ASSICIATION COLUMN: Turning a corner

Asset Management is an important industry in Belgium. With €224 billion of assets under management, 62% of the the country’s GDP, it is the fourth largest in Europe.

Our industry has been impacted by the global economic crisis, the peripheral country crisis and the financial sector debt crisis – not to mention market volatility.

In 2008 and 2011, we saw massive drops in assets under management. Assets of funds marketed plunged from a record high of €174 billion as at the end of 2006 to an all-time low of €104 billion as at the end of 2011. Since then, the market has consolidated, ending last year at €106.5 billion.

If the trend is understandable, the extent of the drop is less so. Between 2001 and 2006, the Belgian fund market and the European market as a whole experienced a similar trend. Since 2006, and especially 2008, we have been seeing a major downturn of our national market.

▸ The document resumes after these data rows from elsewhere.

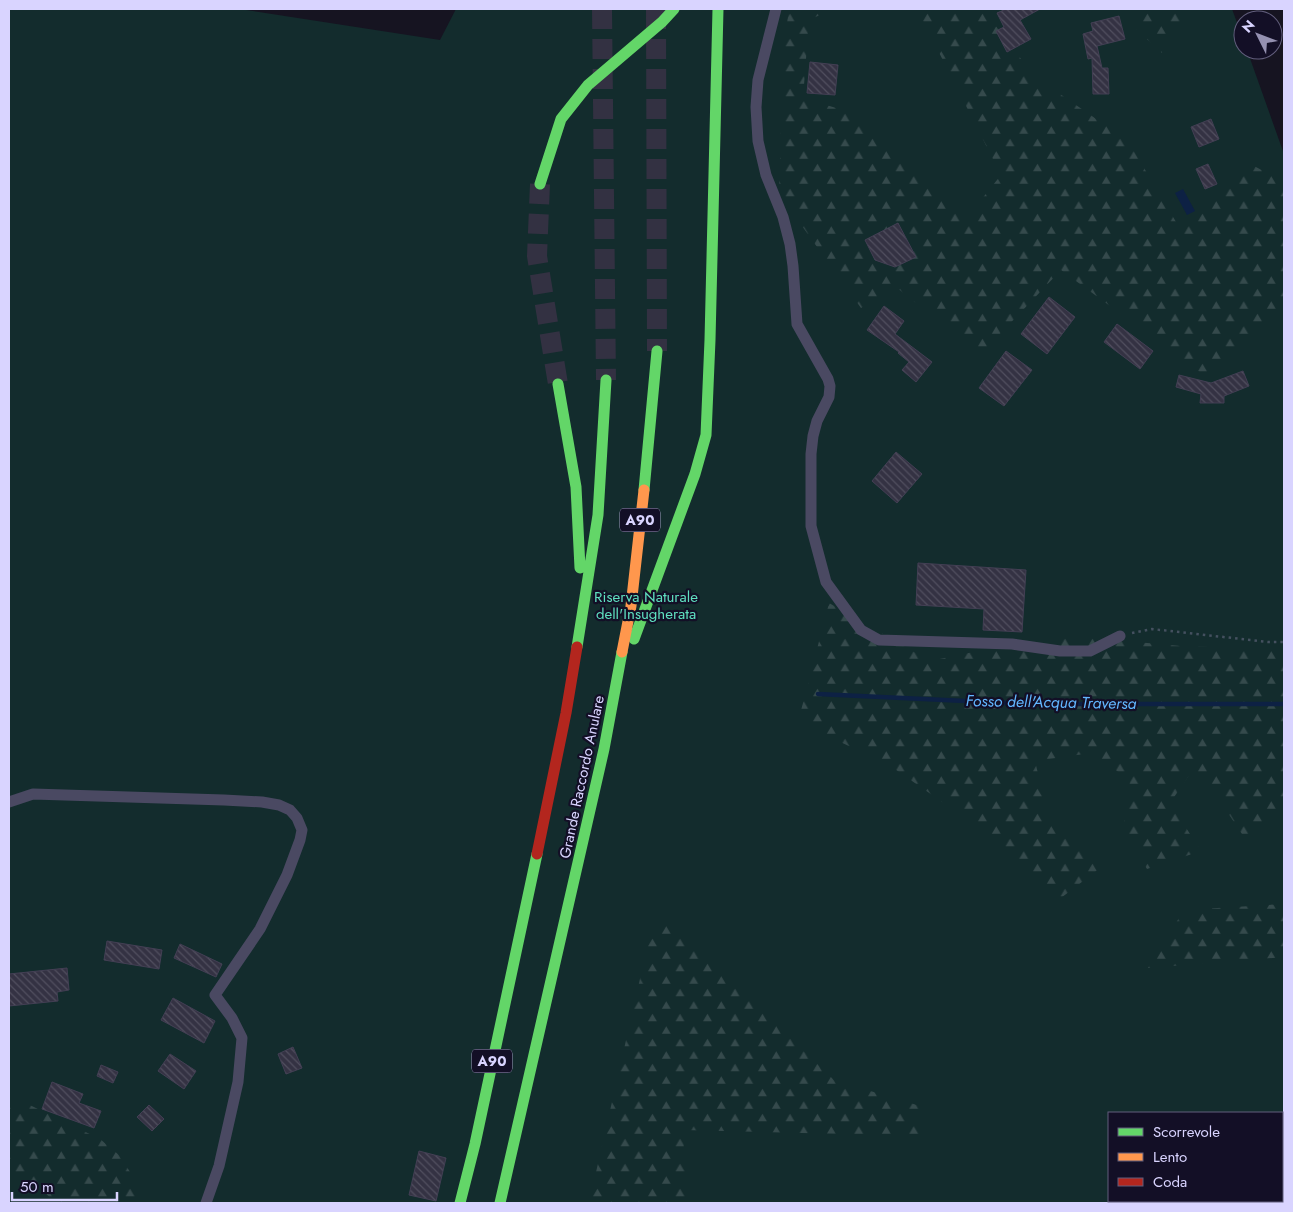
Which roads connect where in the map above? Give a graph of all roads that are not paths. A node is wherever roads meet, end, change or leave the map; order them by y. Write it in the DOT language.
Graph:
graph roads {
  1 [pos="674,9"];
  2 [pos="718,9"];
  3 [pos="776,9"];
  4 [pos="540,184"];
  5 [pos="658,351"];
  6 [pos="606,380"];
  7 [pos="558,384"];
  8 [pos="582,607"];
  9 [pos="1120,636"];
  10 [pos="616,688"];
  11 [pos="9,802"];
  12 [pos="206,1203"];
  13 [pos="460,1203"];
  14 [pos="500,1203"];
  1 -- 4 [label="highway"];
  2 -- 10 [label="highway"];
  3 -- 9 [label="street"];
  5 -- 10 [label="highway, Grande Raccordo Anulare / A90"];
  6 -- 8 [label="highway, Grande Raccordo Anulare / A90"];
  7 -- 8 [label="highway"];
  8 -- 13 [label="highway, Grande Raccordo Anulare / A90"];
  10 -- 14 [label="highway, Grande Raccordo Anulare / A90"];
  11 -- 12 [label="street"];
}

Belgium has failed to benefit from the spectacular rise of the rest of Europe, in particular in 2009 and 2010. While the European market has risen by 45% since late 2008, that in Belgium has fallen by 10%.
This discrepancy can be explained by a series of factors.

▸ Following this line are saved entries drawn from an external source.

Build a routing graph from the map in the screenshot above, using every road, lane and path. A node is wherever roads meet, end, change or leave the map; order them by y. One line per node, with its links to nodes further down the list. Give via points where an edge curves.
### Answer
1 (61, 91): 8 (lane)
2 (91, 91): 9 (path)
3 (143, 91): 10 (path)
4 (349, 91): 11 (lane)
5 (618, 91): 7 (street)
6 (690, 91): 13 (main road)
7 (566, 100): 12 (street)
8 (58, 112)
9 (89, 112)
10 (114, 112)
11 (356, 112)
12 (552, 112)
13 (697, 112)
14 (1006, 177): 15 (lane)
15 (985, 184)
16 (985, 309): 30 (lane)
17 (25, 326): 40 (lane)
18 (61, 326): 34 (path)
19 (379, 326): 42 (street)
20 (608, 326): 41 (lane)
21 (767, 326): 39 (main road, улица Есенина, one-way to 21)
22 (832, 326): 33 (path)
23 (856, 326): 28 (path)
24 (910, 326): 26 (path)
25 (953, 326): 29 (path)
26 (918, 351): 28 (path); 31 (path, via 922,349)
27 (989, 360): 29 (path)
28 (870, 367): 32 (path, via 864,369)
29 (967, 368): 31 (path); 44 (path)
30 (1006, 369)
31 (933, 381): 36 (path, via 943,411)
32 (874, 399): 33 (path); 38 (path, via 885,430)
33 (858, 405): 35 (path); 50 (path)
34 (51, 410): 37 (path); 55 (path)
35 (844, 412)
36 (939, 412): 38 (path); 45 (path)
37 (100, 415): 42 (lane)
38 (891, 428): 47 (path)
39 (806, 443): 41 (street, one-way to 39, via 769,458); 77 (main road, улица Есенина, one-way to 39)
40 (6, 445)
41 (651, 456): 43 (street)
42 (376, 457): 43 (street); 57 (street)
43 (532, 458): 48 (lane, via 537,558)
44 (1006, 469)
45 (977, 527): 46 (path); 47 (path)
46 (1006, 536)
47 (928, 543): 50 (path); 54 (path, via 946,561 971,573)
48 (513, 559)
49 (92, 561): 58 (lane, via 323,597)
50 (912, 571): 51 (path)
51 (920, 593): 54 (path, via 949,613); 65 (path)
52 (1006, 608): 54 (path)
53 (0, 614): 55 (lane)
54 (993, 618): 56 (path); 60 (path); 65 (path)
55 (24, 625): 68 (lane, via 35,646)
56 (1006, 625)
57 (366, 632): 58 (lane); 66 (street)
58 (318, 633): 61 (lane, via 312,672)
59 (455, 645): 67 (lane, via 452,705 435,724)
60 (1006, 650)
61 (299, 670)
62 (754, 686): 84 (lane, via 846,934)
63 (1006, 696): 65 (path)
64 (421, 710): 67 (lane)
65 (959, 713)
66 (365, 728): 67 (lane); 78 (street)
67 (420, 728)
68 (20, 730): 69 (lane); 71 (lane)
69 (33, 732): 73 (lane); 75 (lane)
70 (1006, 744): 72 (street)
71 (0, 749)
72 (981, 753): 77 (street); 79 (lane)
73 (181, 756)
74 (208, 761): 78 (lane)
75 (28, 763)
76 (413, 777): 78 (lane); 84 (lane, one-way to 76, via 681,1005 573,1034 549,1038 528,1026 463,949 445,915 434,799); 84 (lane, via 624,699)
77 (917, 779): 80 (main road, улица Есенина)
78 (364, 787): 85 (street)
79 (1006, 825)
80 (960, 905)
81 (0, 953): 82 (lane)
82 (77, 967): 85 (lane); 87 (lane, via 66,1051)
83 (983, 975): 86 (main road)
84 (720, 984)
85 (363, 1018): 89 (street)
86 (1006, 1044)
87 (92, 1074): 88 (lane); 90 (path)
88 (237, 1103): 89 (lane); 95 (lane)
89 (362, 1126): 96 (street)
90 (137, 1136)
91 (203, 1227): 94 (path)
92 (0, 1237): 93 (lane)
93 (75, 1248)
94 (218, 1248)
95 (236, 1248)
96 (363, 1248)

Belgium suffered more than any of the other core European countries from the banking sector crisis. Liquidity issues compelled main distributors to advise clients to opt for balance sheet products rather than off-balance sheet products.

As things stand, the situation seems to have been resolved in the case of most of the banks present on the Belgian market.

Not only are they beginning to look like their old selves; they seek to further diversify their product mix in an effort to offer their clients value-added products and to increase profitability. This change is promising and will give our business a boost in the years to come.

Fiscality also impacted on the changes on the Belgian fund market. In 2006 and 2008, national fiscal measures impacting the bond funds in particular rocked this market.

The changes linked to national implementation of the Financial Transaction Tax are also of great importance.

The Belgian Asset Managers Association and the sector it represents is doing its utmost to implement a level fiscal playing field, with respect to the different European countries and types of investment product themselves: investors have to be able to choose the product that best meets their risk profile and needs, irrespective of its fiscal features.

Finally, the Belgian fund market has, historically, been highly orientated towards funds with capital protection. Numerous products are coming to maturity and the particularly low interest rate terms are preventing banks from offering attractive conditions to clients, who have been tempted to redirect their investments to this product segment.

Thus, the sector – creative and innovative as it is – is offering other products that guarantee investors a certain degree of capital protection: constant proportion portfolio insurance-type funds,  absolute return funds, funds with downside risk control or even intelligent-benchmark funds.

At the same time, the regulatory framework, which continues to grow, is impacting our business at all points of the production chain, the aim being to ensure enhanced control of the financial sector and to better protect the investor. This regulatory framework should also boost the development of our industry.

Accordingly, we have been keeping a close watch on the Ucits IV legislation, the key investor information document, early drafts of Ucits V, the Markets in Financial Instruments Directive and Packaged Retail Investment Products Directives, not forgetting the  Alternative Investment Fund Managers Directive.

With all the regulation, we must ensure the application of level playing field principles among the different types of investment product and countries.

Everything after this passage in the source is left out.